▸ **Required work**
Please look for the string "Brinell" below and report every line in which it occurs.

Saved data entries:
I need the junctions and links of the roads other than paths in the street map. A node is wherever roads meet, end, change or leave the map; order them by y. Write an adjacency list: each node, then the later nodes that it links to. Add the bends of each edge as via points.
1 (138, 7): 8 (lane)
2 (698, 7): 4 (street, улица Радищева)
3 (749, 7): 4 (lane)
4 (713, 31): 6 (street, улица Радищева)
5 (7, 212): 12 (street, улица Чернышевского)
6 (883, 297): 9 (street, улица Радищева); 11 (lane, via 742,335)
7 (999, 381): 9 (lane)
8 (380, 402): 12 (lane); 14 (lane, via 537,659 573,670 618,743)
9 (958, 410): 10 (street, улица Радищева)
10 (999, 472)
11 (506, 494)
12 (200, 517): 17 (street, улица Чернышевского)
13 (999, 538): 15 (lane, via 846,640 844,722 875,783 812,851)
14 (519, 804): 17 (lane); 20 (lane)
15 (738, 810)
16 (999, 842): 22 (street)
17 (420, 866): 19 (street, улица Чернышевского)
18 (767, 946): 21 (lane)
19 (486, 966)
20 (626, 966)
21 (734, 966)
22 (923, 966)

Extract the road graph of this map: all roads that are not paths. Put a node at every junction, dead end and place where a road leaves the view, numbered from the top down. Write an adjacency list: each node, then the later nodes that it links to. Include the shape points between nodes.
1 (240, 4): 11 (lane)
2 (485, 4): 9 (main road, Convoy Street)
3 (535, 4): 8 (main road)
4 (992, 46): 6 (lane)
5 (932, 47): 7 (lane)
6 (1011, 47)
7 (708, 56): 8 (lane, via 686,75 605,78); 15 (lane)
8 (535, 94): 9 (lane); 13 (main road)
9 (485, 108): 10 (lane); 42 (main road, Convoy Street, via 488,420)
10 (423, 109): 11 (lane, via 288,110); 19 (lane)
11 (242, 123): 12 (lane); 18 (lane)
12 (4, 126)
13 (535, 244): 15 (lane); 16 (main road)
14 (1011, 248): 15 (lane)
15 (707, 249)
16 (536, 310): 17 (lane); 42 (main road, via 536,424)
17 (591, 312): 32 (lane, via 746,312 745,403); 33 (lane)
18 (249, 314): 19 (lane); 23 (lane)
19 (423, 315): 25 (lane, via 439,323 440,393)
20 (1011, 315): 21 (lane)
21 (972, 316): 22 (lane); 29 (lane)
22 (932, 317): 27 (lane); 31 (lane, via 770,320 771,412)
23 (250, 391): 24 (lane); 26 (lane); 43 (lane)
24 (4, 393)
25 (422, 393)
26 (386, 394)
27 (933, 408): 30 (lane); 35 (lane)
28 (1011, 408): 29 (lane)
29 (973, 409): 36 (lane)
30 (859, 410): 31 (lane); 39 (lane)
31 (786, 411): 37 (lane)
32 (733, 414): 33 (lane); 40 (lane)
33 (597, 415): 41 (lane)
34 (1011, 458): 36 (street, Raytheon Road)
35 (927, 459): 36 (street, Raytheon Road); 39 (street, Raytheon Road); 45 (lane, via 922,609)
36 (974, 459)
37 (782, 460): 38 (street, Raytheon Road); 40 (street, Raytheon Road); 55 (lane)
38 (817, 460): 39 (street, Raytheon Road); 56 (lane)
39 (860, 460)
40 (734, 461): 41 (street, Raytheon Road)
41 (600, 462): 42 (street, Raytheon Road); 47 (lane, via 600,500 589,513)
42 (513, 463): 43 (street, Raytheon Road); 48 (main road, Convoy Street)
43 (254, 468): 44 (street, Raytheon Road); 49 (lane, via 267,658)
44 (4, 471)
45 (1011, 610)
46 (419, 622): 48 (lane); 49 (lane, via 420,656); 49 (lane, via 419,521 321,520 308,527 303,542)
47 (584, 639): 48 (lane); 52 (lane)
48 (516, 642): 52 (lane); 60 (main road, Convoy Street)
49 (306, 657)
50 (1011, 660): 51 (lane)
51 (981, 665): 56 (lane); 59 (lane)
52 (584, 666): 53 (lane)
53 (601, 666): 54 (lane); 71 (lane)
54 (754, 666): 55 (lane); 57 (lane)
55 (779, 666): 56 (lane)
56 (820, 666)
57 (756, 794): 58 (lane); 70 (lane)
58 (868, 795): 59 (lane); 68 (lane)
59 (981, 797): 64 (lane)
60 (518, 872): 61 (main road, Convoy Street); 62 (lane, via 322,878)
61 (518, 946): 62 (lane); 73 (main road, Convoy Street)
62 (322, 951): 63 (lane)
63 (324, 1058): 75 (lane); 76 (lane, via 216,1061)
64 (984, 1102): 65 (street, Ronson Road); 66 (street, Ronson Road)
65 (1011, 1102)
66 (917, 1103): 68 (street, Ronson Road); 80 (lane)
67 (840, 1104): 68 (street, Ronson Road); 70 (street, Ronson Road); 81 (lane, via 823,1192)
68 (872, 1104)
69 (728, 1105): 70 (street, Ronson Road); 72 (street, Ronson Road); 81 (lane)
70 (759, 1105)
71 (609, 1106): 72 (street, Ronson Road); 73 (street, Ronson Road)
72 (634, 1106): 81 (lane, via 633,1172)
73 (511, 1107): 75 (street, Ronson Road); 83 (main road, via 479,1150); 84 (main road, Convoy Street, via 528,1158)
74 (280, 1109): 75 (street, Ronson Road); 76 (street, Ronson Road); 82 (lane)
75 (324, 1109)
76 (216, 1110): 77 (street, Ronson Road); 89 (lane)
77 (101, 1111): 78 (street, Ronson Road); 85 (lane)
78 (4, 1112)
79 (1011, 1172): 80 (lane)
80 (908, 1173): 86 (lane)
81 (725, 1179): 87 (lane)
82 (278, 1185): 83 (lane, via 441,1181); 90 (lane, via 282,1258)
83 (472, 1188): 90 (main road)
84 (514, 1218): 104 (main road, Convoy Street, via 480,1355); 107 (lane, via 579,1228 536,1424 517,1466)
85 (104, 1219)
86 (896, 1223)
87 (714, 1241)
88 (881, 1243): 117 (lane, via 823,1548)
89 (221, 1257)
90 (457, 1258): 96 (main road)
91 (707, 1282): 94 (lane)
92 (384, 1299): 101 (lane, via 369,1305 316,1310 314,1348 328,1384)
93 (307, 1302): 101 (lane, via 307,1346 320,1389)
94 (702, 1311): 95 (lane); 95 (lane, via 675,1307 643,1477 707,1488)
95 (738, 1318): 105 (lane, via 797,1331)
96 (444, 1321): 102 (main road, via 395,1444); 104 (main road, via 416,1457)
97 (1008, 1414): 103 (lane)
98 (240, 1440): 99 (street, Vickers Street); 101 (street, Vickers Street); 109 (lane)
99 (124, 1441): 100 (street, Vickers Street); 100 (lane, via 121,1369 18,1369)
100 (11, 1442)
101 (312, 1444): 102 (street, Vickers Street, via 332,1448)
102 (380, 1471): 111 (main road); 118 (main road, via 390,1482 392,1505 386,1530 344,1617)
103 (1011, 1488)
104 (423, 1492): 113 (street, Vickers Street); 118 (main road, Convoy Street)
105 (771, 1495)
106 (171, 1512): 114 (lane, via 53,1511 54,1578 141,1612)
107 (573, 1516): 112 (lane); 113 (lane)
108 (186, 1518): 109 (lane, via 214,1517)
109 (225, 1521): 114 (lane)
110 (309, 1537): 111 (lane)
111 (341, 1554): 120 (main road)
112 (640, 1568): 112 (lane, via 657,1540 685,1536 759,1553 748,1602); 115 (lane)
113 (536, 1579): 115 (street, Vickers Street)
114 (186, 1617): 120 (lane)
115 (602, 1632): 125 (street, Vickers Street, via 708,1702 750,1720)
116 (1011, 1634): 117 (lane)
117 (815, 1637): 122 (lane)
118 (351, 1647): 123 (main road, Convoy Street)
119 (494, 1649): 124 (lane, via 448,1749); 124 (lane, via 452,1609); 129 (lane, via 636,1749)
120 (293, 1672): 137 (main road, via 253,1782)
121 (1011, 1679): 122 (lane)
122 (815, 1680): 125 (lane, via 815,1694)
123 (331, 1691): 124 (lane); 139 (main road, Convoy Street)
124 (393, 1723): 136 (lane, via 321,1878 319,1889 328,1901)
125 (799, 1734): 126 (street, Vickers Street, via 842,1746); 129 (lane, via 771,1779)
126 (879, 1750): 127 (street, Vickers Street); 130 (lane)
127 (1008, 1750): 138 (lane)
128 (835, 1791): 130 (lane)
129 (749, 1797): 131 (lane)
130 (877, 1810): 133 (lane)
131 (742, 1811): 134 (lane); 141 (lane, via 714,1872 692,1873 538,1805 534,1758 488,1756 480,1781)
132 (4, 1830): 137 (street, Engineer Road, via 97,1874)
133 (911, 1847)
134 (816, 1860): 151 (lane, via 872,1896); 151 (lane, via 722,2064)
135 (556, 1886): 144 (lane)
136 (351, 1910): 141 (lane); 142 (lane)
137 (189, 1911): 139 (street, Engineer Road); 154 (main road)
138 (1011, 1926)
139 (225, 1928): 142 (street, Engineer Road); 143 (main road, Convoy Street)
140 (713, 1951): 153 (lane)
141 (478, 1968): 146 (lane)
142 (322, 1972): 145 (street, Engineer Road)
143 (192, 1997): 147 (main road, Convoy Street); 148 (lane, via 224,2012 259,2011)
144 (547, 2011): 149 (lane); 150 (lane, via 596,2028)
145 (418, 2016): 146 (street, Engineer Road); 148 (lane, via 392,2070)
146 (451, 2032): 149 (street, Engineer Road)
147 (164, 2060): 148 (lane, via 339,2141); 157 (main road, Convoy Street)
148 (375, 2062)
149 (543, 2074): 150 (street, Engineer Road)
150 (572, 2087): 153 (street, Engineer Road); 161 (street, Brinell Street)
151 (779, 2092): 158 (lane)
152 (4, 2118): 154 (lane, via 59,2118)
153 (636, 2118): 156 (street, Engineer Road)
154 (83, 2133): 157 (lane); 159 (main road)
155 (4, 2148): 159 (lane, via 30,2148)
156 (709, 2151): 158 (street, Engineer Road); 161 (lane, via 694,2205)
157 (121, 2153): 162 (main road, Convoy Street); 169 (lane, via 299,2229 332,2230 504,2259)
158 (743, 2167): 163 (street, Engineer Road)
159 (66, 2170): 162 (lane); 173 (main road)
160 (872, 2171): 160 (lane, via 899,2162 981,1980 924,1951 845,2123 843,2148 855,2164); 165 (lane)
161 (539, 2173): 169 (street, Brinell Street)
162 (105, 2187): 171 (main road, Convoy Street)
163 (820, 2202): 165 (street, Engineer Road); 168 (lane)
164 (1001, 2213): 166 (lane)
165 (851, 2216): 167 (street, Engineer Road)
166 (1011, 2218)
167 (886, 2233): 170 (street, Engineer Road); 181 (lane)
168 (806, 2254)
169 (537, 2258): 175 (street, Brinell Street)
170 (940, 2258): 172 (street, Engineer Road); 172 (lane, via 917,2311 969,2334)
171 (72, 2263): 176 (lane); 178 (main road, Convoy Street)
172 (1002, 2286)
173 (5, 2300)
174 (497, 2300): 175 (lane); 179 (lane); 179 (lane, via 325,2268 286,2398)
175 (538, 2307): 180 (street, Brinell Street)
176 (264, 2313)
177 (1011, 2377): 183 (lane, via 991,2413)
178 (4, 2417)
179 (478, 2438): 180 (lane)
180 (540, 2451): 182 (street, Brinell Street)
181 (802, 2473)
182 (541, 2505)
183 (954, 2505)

▸ **Solution below**
150 (572, 2087): 153 (street, Engineer Road); 161 (street, Brinell Street)
161 (539, 2173): 169 (street, Brinell Street)
169 (537, 2258): 175 (street, Brinell Street)
175 (538, 2307): 180 (street, Brinell Street)
180 (540, 2451): 182 (street, Brinell Street)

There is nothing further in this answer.